WHAT NEEDS TO BE DONE: When a line of the records contains "roads", copy it.

>>

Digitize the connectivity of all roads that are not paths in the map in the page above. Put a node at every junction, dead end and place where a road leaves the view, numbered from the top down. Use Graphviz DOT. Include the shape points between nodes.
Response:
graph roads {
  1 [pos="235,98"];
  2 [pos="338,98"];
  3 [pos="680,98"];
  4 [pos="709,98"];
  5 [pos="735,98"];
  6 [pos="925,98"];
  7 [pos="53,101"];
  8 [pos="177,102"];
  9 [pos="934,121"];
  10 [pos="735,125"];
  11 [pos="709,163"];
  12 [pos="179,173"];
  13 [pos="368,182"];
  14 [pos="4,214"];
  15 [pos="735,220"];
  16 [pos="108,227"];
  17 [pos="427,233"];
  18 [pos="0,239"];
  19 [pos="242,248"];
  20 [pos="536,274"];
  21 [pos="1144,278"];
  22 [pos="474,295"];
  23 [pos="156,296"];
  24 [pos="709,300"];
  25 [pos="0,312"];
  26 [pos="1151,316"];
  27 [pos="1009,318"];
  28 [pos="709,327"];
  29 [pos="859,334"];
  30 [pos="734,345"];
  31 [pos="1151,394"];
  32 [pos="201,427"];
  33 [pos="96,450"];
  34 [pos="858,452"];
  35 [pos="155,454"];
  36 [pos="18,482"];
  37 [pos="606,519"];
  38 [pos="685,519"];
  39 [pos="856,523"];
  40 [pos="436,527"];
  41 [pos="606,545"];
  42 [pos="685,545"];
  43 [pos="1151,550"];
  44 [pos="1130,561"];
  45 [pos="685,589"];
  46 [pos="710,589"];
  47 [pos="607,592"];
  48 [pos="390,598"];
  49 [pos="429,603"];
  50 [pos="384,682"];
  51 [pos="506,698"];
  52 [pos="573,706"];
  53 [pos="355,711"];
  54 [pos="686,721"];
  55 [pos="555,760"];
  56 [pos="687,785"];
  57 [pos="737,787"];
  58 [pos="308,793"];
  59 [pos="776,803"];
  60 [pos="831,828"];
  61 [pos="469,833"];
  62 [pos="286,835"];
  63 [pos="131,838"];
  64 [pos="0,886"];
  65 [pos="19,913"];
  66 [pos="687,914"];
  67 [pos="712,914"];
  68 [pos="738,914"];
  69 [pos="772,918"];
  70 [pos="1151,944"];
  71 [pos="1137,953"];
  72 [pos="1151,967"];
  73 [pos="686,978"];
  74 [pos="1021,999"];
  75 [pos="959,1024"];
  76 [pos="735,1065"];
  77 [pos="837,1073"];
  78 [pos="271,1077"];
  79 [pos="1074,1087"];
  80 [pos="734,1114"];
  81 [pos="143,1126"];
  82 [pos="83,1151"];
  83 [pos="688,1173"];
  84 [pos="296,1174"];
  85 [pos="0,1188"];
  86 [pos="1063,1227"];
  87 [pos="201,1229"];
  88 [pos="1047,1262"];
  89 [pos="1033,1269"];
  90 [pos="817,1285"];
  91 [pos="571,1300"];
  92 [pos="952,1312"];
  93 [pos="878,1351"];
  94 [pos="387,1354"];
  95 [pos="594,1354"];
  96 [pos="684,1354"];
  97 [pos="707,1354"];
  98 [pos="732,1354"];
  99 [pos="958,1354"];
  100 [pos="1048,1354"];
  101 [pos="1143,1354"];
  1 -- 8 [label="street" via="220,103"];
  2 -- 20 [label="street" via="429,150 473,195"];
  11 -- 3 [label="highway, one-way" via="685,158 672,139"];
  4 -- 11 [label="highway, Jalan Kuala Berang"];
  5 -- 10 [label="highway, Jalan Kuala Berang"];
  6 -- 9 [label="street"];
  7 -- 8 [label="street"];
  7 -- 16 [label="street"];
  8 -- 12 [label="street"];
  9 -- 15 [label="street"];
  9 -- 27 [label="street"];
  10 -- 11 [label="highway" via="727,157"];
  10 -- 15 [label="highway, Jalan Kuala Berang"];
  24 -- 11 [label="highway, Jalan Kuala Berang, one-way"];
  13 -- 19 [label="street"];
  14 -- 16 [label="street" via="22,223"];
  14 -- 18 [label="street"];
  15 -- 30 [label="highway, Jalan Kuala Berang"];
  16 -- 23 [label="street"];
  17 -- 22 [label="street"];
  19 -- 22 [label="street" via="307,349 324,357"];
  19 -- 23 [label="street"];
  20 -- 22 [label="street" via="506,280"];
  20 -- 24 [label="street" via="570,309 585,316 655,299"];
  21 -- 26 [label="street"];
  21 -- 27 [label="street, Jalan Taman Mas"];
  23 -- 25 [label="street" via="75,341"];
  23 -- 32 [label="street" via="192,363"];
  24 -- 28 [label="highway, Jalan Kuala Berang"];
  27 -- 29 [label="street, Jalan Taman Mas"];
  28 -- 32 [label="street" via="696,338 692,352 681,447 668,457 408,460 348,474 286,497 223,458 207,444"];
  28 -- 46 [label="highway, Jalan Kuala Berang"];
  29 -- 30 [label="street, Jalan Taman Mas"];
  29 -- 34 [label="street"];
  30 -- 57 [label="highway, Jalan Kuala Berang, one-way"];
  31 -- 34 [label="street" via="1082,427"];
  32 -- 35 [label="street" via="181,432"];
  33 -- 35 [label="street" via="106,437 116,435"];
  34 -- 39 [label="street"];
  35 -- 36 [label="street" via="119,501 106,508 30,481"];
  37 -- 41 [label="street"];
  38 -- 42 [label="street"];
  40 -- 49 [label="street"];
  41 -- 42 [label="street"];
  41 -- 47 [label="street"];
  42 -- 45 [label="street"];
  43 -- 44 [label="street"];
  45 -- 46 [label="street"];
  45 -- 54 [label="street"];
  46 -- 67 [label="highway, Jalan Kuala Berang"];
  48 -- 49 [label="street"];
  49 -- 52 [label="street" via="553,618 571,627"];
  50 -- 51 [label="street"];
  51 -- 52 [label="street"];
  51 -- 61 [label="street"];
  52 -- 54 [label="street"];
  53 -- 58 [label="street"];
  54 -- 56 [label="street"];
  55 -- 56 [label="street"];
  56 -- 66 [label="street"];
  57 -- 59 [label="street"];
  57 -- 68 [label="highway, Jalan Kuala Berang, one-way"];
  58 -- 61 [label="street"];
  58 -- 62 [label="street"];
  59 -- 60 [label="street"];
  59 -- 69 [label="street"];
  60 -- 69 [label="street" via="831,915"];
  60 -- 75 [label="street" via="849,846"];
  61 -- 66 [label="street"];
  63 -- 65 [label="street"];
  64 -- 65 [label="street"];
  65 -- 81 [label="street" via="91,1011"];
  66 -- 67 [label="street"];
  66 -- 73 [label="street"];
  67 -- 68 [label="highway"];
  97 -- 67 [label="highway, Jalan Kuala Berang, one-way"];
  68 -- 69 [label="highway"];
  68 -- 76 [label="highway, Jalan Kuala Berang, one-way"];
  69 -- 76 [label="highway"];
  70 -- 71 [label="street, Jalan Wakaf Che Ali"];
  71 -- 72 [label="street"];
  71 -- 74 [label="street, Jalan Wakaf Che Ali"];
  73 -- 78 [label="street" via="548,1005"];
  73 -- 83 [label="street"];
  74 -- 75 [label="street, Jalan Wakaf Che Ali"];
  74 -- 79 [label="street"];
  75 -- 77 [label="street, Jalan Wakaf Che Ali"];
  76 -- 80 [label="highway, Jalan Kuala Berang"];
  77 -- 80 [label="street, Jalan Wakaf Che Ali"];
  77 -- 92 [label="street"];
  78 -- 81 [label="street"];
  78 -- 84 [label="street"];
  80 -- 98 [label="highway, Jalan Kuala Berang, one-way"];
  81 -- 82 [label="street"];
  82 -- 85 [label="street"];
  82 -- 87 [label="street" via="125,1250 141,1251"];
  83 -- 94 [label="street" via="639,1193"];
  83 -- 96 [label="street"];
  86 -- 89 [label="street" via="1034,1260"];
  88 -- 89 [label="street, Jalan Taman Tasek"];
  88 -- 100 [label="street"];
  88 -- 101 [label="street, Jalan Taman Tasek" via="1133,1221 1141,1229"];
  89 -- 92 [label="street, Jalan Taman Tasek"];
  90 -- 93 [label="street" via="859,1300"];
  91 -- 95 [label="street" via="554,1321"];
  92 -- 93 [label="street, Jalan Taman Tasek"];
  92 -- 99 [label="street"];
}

<<

RESPONSE:
Digitize the connectivity of all roads that are not paths in the map in the page above. Put a node at every junction, dead end and place where a road leaves the view, numbered from the top down. Use Graphviz DOT. Include the shape points between nodes.
graph roads {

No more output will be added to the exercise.